→ **WORK TASK**: Your job is to return the whole listing unchanged while skipping its images.
DATA UNDER STUDY START
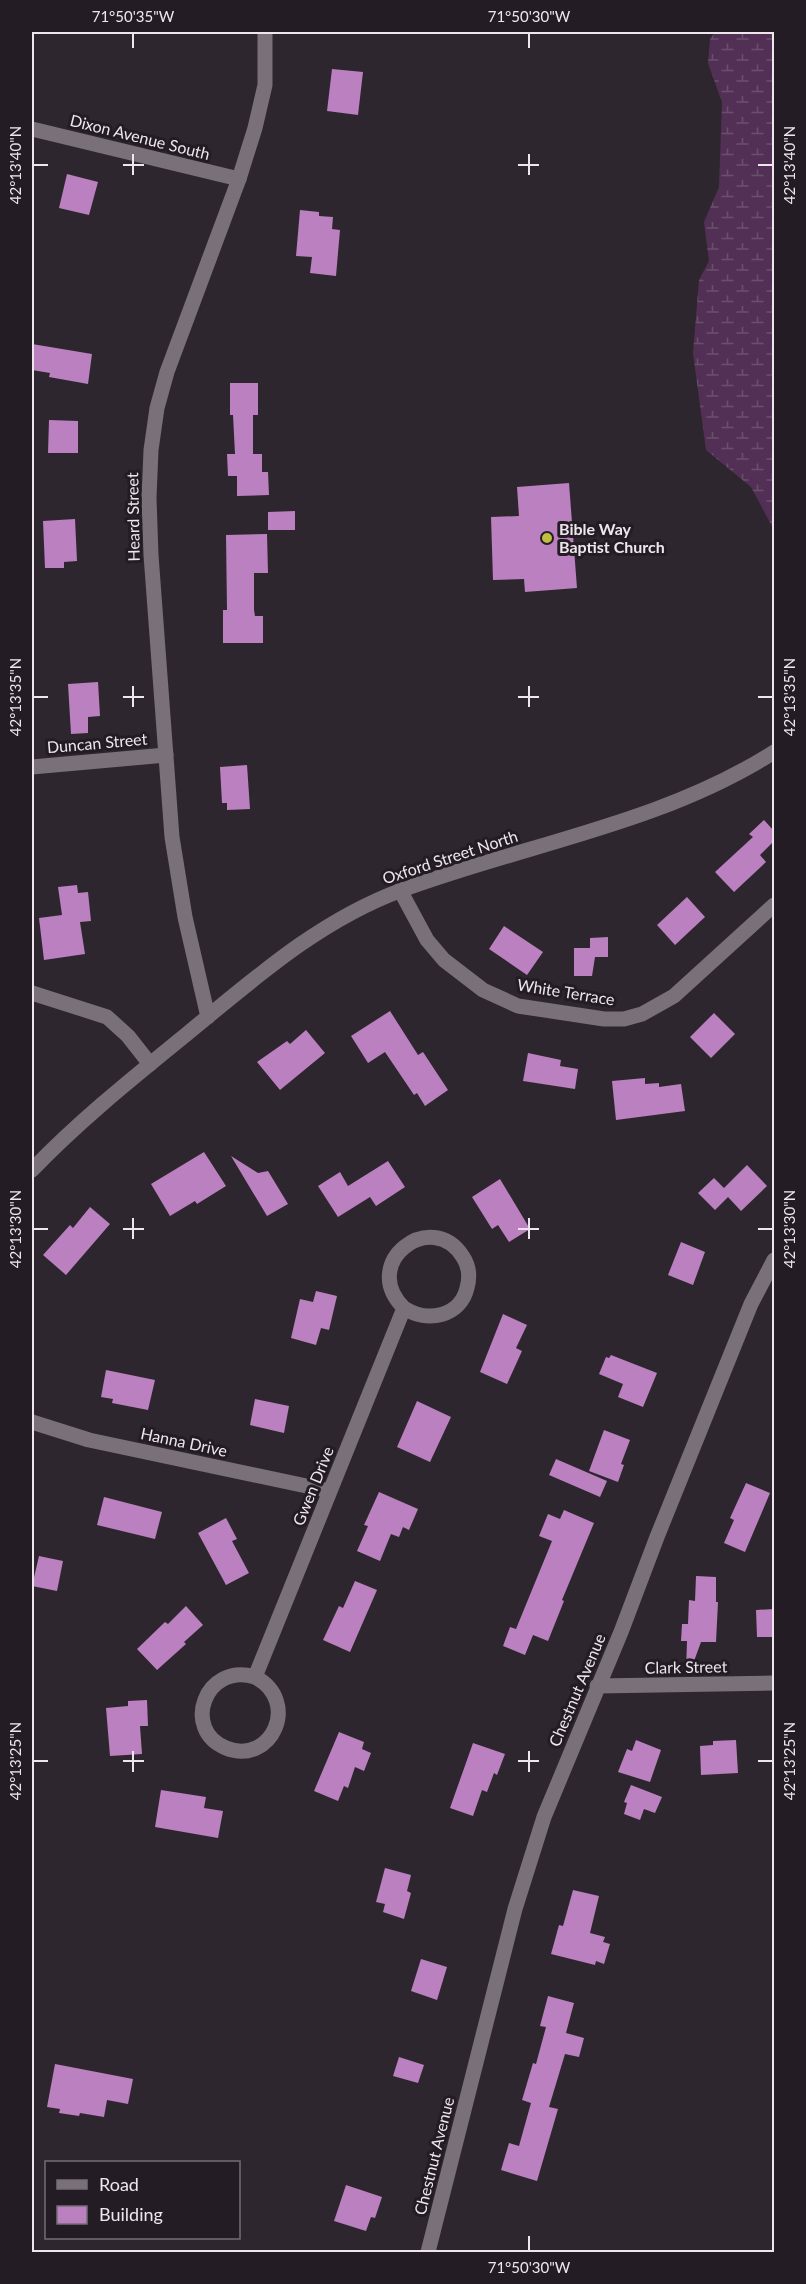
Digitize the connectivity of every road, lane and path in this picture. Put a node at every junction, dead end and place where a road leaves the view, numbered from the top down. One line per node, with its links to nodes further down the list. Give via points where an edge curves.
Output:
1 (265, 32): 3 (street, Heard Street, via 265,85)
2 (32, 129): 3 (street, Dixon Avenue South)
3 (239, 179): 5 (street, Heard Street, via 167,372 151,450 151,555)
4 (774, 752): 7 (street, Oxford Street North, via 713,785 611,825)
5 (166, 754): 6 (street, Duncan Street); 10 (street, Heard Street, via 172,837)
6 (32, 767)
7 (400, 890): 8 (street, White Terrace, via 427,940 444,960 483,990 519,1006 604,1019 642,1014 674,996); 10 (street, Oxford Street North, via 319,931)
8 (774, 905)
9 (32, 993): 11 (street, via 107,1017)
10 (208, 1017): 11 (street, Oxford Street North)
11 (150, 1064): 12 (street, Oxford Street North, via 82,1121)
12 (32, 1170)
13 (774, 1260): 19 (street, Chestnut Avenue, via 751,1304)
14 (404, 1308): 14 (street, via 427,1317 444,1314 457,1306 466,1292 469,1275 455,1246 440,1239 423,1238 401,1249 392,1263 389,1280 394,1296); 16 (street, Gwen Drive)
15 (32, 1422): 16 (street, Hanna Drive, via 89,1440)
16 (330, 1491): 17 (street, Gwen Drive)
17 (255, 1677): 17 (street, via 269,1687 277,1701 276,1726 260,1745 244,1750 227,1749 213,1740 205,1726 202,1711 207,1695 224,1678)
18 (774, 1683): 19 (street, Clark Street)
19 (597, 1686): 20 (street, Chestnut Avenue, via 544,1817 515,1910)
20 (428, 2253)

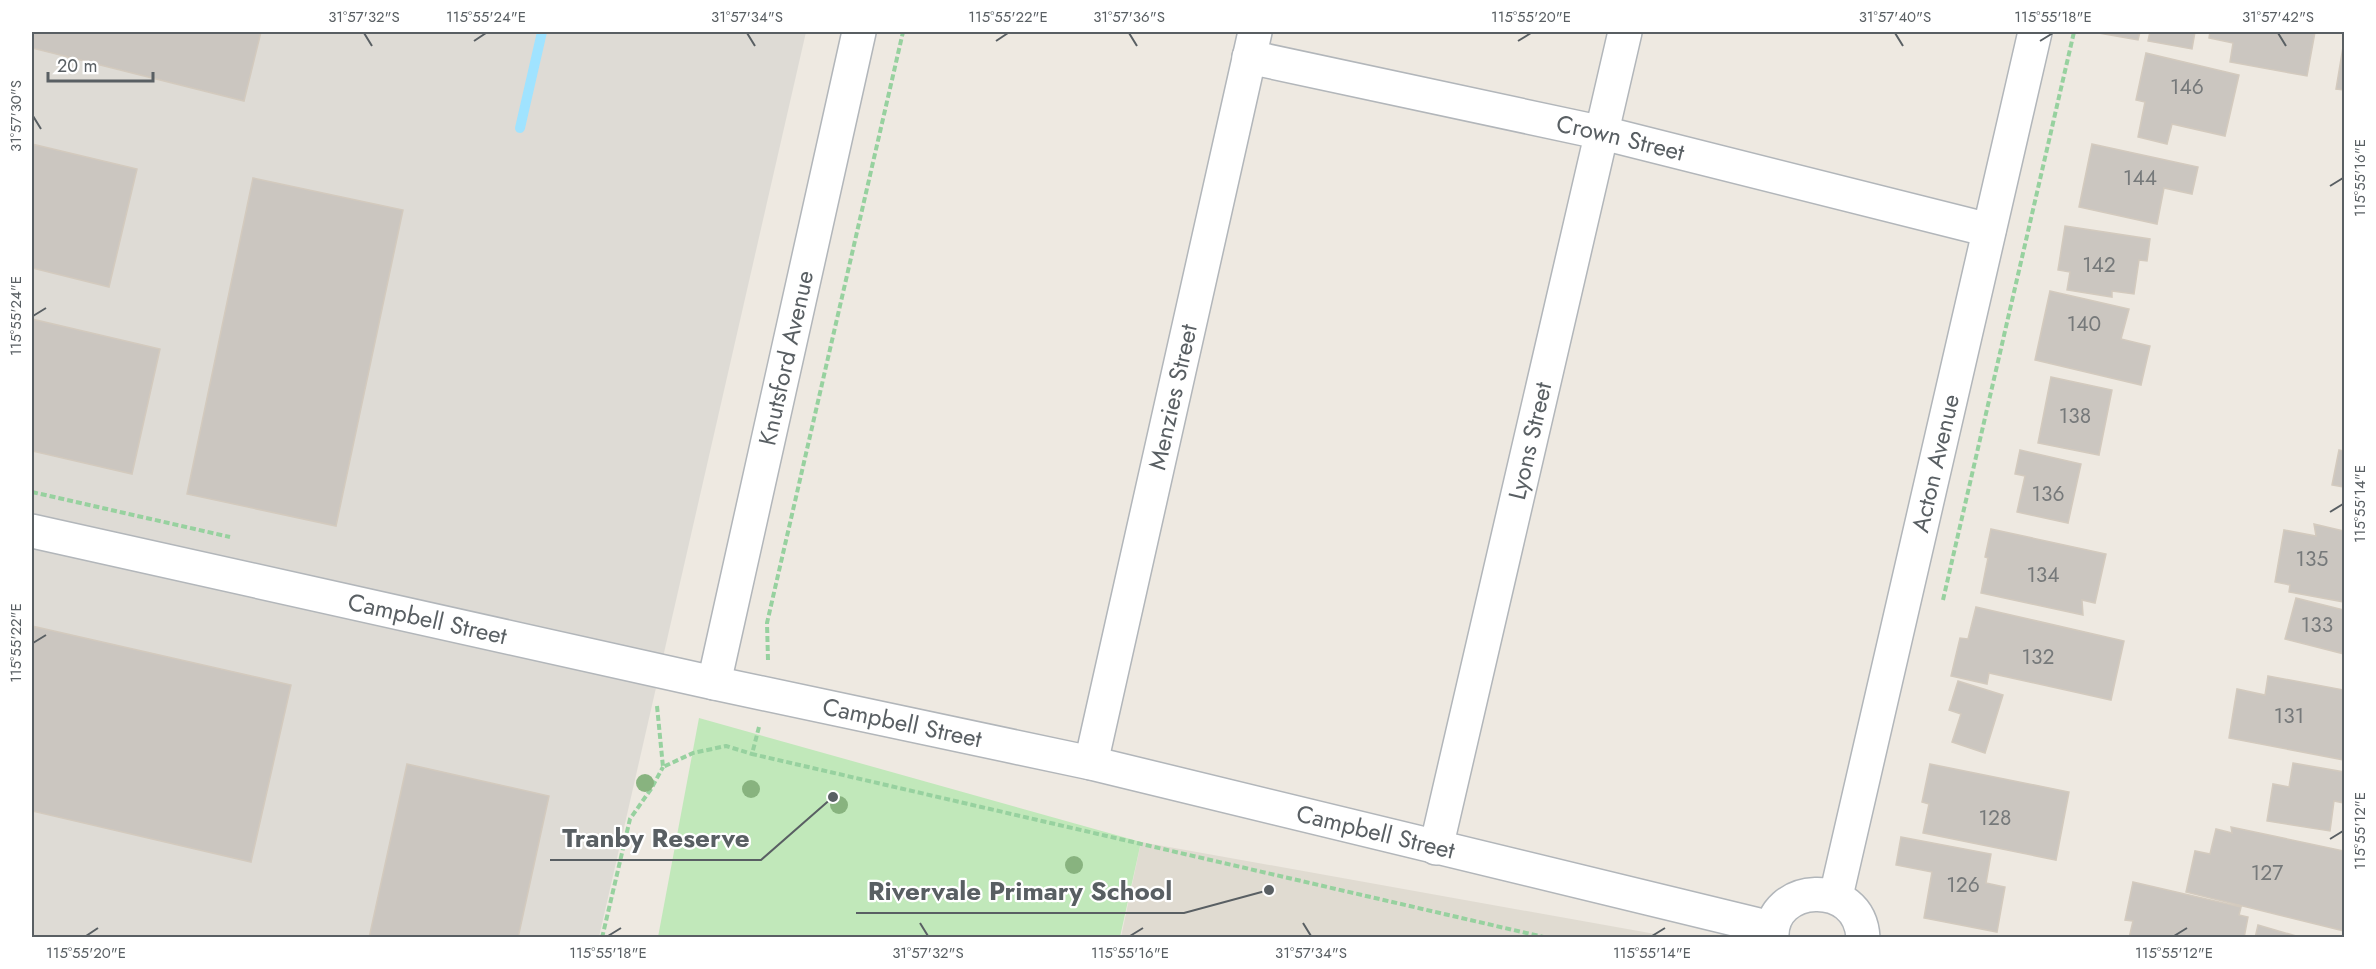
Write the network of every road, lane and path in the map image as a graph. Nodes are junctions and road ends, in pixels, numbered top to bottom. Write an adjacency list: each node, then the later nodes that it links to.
DATA UNDER STUDY END
→ **ANSWER TO THIS TASK**:
Digitize the connectivity of every road, lane and path in this picture. Put a node at every junction, dead end and place where a road leaves the view, numbered from the top down. One line per node, with its links to nodes further down the list. Give via points where an edge curves.
Output:
1 (265, 32): 3 (street, Heard Street, via 265,85)
2 (32, 129): 3 (street, Dixon Avenue South)
3 (239, 179): 5 (street, Heard Street, via 167,372 151,450 151,555)
4 (774, 752): 7 (street, Oxford Street North, via 713,785 611,825)
5 (166, 754): 6 (street, Duncan Street); 10 (street, Heard Street, via 172,837)
6 (32, 767)
7 (400, 890): 8 (street, White Terrace, via 427,940 444,960 483,990 519,1006 604,1019 642,1014 674,996); 10 (street, Oxford Street North, via 319,931)
8 (774, 905)
9 (32, 993): 11 (street, via 107,1017)
10 (208, 1017): 11 (street, Oxford Street North)
11 (150, 1064): 12 (street, Oxford Street North, via 82,1121)
12 (32, 1170)
13 (774, 1260): 19 (street, Chestnut Avenue, via 751,1304)
14 (404, 1308): 14 (street, via 427,1317 444,1314 457,1306 466,1292 469,1275 455,1246 440,1239 423,1238 401,1249 392,1263 389,1280 394,1296); 16 (street, Gwen Drive)
15 (32, 1422): 16 (street, Hanna Drive, via 89,1440)
16 (330, 1491): 17 (street, Gwen Drive)
17 (255, 1677): 17 (street, via 269,1687 277,1701 276,1726 260,1745 244,1750 227,1749 213,1740 205,1726 202,1711 207,1695 224,1678)
18 (774, 1683): 19 (street, Clark Street)
19 (597, 1686): 20 (street, Chestnut Avenue, via 544,1817 515,1910)
20 (428, 2253)

Write the network of every road, lane and path in the map image as a graph. Nodes are junctions and road ends, in pixels, numbered top to bottom. Write an adjacency list: each node, then the later nodes that it links to.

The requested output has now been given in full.